6 Questions To Ask Before Buying A Restaurant

It may seem like a straightforward contract of sale, but keep in mind that there are industry specific factors that you should address when you are buying a restaurant. See below for some questions to ask when you are searching, as it is might not be a case of simply finding the ‘best’ restaurant for sale, but rather one that shows potential, is compliant and above all compliments your motivations as a restauranteur.

  1. What material aspects of the business does the sale entail? Beyond a brand and cuisine type, buying an established hospitality business has many dimensions that you should clarify whether they’re included or excluded before you begin your price negotiations. Confirm whether the lease will be signed over to you, how long is left on it and what, if any, options will be provided to you at its expiry. If you are staying in the premises, will furniture, installed fixtures and semi- permanent aspects of the fitout be included?
  2. What intangible assets will I acquire? Once you know where you operate the restaurant from, clarify if you will receive access, or assume responsibility for, elements of the business such as the customer client database, future function bookings, existing staff, social media/online presence and intellectual property rights. These, like the material aspects of the business, are best to be drafted into the sale contract to prevent any potential miscommunication surrounding your entitlements.
  3. Is the paperwork up to date? This one refers to paperwork in the broadest sense, but is intended to get you to audit the state of the restaurant you will be acquiring. Beyond the due diligence on the financials which you should conduct on any purchase of a business, conduct an appraisal on all the relevant licences, insurances and certifications that your restaurant is correlated with. For example is there an up to date liquor license and will you inherit it, and would you be compliant with food safety regulations if you took over management of the venue operating as is? Upgrading facilities can be expensive, so be aware what minimum standards your future restaurant has to meet.
  4. Who are my suppliers?Unless you have a wealth of industry experience and contacts, you may want to continue using the produce and beverage providers the restaurant currently has. However, note any contract clauses and minimum terms in the event that you wish to switch in future or start afresh as soon as you assume ownership.
  5. Can I have a trial prior to commitment of sale? The best way to get a sense of whether the business is right for you, and well run, is to work there yourself! See the kitchen in action and how the staff interact. Get a sense of how bookings, advertising and bookkeeping is handled. Of course, a decent amount of tasting the menu that you may be soon selling is a must!

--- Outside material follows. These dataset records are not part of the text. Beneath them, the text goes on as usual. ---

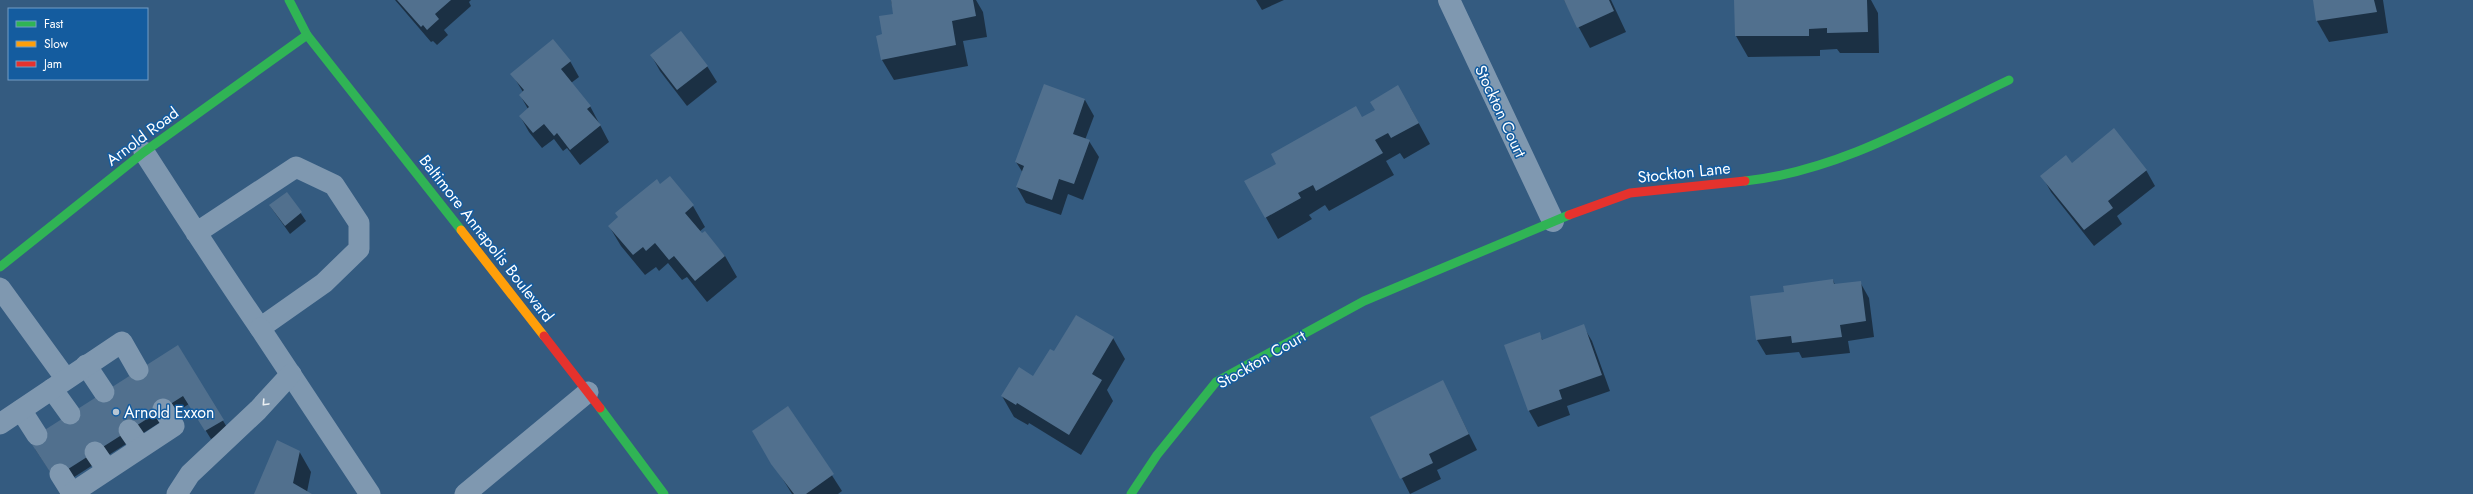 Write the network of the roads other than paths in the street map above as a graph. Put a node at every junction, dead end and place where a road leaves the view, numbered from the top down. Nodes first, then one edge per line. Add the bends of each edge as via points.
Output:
1 (289, 0) edge
2 (1449, 0) edge
3 (307, 35) junction
4 (2009, 80) dead end
5 (144, 152) junction
6 (1553, 221) junction
7 (196, 233) junction
8 (0, 267) edge
9 (0, 288) edge
10 (1364, 301) joint
11 (260, 328) junction
12 (86, 366) junction
13 (138, 370) dead end
14 (291, 374) junction
15 (59, 384) junction
16 (104, 392) dead end
17 (588, 392) junction
18 (163, 409) dead end
19 (21, 410) junction
20 (70, 414) dead end
21 (0, 424) edge
22 (37, 435) dead end
23 (60, 474) dead end
24 (72, 493) edge
25 (177, 494) edge
26 (370, 494) edge
27 (465, 494) edge
28 (664, 494) edge
29 (1131, 494) edge

1 - 3 street, Baltimore Annapolis Boulevard
2 - 6 street, Stockton Court
3 - 5 street, Arnold Road
3 - 17 street, Baltimore Annapolis Boulevard
4 - 6 street, Stockton Lane via 1862,150 1771,178 1630,193
5 - 7 lane
5 - 8 street, Arnold Road
6 - 10 street, Stockton Lane
7 - 11 lane
7 - 11 lane via 296,167 334,185 359,222 359,249 324,283
9 - 15 lane
10 - 29 street, Stockton Court via 1216,382 1157,455
11 - 14 lane
12 - 13 lane via 122,342
12 - 15 lane
12 - 16 lane
14 -> 25 lane via 258,410 190,474
14 - 26 lane
15 - 19 lane
15 - 20 lane
17 - 27 lane
17 - 28 street, Baltimore Annapolis Boulevard
18 - 24 lane via 174,426 134,438 101,460
19 - 21 lane
19 - 22 lane
23 - 24 lane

  6. Ask yourself, what’s your passion? Australians love their food and are developing increasingly sophisticated palettes which in turn effects the standards of diners. Therefore, even though food and beverage is a solid performer in the consumer goods sector, the competition for good quality food, service and ambiance is strong, especially within retail hotspots across Australia.So think about what you can bring to a restaurant that will enable it to distinguish itself from similar establishments. A successful restaurant will be well run, but those which are consistently busy and enjoy good reputations offer a point of difference whether it be via cuisine, décor, service, location or a combination of all of the above. Happy searching!